> [WHAT THE TASK REQUIRES]
The answer is a single number: the count of lines in the records below that contain the word "باهنر".

Stored data

───

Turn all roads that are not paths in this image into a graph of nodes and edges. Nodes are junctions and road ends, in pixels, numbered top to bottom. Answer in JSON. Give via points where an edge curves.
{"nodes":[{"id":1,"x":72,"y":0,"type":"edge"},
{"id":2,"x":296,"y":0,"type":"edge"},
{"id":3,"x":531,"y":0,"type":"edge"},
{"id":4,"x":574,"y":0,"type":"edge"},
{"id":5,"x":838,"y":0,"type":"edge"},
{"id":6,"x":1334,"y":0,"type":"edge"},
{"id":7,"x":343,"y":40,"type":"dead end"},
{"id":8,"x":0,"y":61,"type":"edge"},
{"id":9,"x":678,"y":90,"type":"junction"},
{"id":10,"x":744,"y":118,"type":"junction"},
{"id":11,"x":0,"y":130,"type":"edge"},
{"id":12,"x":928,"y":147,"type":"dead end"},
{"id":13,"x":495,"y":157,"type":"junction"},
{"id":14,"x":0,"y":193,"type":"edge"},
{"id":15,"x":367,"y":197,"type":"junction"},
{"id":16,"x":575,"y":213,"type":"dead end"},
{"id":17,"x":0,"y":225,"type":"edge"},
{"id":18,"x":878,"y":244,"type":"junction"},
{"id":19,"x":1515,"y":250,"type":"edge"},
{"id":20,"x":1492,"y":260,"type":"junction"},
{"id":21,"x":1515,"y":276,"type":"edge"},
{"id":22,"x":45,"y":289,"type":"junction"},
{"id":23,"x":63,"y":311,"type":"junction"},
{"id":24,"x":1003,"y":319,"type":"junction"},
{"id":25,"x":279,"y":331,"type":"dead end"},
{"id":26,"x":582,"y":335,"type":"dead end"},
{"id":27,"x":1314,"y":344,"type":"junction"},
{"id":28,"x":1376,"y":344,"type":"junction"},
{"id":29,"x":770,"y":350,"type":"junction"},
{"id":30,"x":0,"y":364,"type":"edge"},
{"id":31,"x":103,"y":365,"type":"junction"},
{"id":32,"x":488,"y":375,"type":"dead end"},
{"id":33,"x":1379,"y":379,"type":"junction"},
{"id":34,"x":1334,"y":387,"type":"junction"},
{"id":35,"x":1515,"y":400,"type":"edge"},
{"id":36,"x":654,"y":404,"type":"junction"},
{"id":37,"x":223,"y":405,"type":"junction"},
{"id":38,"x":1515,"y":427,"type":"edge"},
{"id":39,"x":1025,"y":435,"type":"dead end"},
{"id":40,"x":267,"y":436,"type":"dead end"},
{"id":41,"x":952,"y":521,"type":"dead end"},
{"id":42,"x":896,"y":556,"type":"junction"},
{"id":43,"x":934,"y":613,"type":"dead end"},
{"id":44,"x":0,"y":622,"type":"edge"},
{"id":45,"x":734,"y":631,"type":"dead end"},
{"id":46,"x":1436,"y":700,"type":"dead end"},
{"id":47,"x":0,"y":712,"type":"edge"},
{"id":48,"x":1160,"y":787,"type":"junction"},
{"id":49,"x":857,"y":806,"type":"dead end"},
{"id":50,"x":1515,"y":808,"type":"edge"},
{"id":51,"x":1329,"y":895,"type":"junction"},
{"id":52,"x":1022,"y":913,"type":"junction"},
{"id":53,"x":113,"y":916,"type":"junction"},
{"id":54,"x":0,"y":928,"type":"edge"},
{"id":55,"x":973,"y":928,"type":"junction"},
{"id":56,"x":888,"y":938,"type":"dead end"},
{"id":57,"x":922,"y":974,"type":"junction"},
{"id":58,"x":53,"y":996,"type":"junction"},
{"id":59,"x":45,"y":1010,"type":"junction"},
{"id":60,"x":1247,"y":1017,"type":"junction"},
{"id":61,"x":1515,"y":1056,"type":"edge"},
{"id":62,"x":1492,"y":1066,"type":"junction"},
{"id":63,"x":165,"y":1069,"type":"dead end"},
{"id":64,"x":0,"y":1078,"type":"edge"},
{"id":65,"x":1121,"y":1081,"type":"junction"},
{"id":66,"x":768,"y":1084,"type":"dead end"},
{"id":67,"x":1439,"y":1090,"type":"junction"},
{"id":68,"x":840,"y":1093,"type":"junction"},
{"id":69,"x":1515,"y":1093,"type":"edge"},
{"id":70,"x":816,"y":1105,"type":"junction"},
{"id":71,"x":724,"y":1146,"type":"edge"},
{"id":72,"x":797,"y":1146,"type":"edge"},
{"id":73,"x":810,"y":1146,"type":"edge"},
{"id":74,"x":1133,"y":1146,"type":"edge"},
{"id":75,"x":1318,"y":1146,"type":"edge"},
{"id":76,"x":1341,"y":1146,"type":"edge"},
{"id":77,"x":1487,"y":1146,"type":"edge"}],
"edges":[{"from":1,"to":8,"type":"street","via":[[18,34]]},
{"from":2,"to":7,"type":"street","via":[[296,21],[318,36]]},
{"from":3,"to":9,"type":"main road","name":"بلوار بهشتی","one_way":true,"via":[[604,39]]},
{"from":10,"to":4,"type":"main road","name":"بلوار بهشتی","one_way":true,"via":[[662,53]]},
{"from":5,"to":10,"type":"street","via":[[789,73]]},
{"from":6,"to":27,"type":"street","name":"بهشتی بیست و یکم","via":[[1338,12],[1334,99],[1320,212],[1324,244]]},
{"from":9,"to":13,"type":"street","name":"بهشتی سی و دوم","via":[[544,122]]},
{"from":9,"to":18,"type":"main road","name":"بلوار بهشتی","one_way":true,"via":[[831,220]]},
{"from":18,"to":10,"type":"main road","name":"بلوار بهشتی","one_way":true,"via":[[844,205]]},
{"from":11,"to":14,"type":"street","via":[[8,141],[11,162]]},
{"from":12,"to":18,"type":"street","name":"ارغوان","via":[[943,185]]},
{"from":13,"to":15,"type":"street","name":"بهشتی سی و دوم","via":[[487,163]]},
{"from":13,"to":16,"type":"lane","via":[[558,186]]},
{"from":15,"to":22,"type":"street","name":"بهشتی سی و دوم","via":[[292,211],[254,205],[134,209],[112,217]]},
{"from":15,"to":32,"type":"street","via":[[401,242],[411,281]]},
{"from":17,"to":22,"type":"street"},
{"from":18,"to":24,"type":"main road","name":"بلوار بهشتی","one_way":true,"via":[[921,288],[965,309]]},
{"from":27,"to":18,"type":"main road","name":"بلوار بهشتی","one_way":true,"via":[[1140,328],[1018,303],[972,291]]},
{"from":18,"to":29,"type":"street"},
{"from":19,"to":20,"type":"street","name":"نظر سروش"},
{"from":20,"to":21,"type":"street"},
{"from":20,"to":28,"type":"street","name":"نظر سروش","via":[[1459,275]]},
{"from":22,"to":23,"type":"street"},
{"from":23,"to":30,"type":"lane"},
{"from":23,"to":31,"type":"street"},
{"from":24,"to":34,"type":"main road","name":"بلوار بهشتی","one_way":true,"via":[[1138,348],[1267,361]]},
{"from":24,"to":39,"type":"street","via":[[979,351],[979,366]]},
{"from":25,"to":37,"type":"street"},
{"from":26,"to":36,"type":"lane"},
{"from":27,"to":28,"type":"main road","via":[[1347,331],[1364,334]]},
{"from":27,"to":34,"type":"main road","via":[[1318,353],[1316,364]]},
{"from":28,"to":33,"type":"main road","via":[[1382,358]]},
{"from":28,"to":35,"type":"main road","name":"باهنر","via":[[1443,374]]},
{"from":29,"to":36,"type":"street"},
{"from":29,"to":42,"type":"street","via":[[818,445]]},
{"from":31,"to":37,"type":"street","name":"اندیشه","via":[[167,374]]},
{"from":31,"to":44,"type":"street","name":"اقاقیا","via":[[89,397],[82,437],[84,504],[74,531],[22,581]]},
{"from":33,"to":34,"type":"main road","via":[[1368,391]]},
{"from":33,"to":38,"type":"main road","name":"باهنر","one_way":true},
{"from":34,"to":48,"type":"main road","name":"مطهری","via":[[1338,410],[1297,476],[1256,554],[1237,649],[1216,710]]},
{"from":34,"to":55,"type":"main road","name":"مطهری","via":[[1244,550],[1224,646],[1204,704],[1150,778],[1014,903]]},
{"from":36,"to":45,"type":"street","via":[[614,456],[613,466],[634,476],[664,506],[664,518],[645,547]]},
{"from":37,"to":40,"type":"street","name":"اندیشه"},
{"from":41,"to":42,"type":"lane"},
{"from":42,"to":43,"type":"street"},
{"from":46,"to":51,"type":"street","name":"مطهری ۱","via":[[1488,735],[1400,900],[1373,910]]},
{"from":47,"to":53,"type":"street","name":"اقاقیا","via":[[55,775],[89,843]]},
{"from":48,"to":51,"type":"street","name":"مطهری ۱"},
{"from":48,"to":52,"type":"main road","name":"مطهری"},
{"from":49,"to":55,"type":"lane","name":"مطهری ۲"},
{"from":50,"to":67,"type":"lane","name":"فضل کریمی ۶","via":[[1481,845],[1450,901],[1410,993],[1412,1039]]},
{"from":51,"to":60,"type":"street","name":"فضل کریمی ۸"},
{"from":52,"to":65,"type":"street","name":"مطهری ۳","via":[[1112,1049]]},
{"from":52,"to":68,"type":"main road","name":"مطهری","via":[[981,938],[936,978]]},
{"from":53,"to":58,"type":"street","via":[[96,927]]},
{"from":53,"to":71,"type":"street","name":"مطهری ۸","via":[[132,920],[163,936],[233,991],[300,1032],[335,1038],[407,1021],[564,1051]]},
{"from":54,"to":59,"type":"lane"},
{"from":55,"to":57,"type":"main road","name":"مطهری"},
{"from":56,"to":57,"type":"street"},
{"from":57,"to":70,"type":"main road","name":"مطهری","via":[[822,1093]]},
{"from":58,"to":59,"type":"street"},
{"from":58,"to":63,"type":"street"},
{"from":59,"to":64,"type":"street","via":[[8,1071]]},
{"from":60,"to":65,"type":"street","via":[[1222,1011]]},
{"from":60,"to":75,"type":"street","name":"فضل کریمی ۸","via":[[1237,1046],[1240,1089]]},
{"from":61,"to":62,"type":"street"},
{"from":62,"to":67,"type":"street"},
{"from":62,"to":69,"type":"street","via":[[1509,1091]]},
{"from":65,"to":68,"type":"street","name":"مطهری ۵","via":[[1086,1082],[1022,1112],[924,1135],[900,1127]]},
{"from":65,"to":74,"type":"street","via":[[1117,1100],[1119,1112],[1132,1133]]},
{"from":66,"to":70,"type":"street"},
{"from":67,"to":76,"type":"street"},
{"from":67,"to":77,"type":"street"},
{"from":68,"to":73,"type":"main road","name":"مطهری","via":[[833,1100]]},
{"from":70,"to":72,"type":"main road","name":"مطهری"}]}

───

> [RESPONSE]
2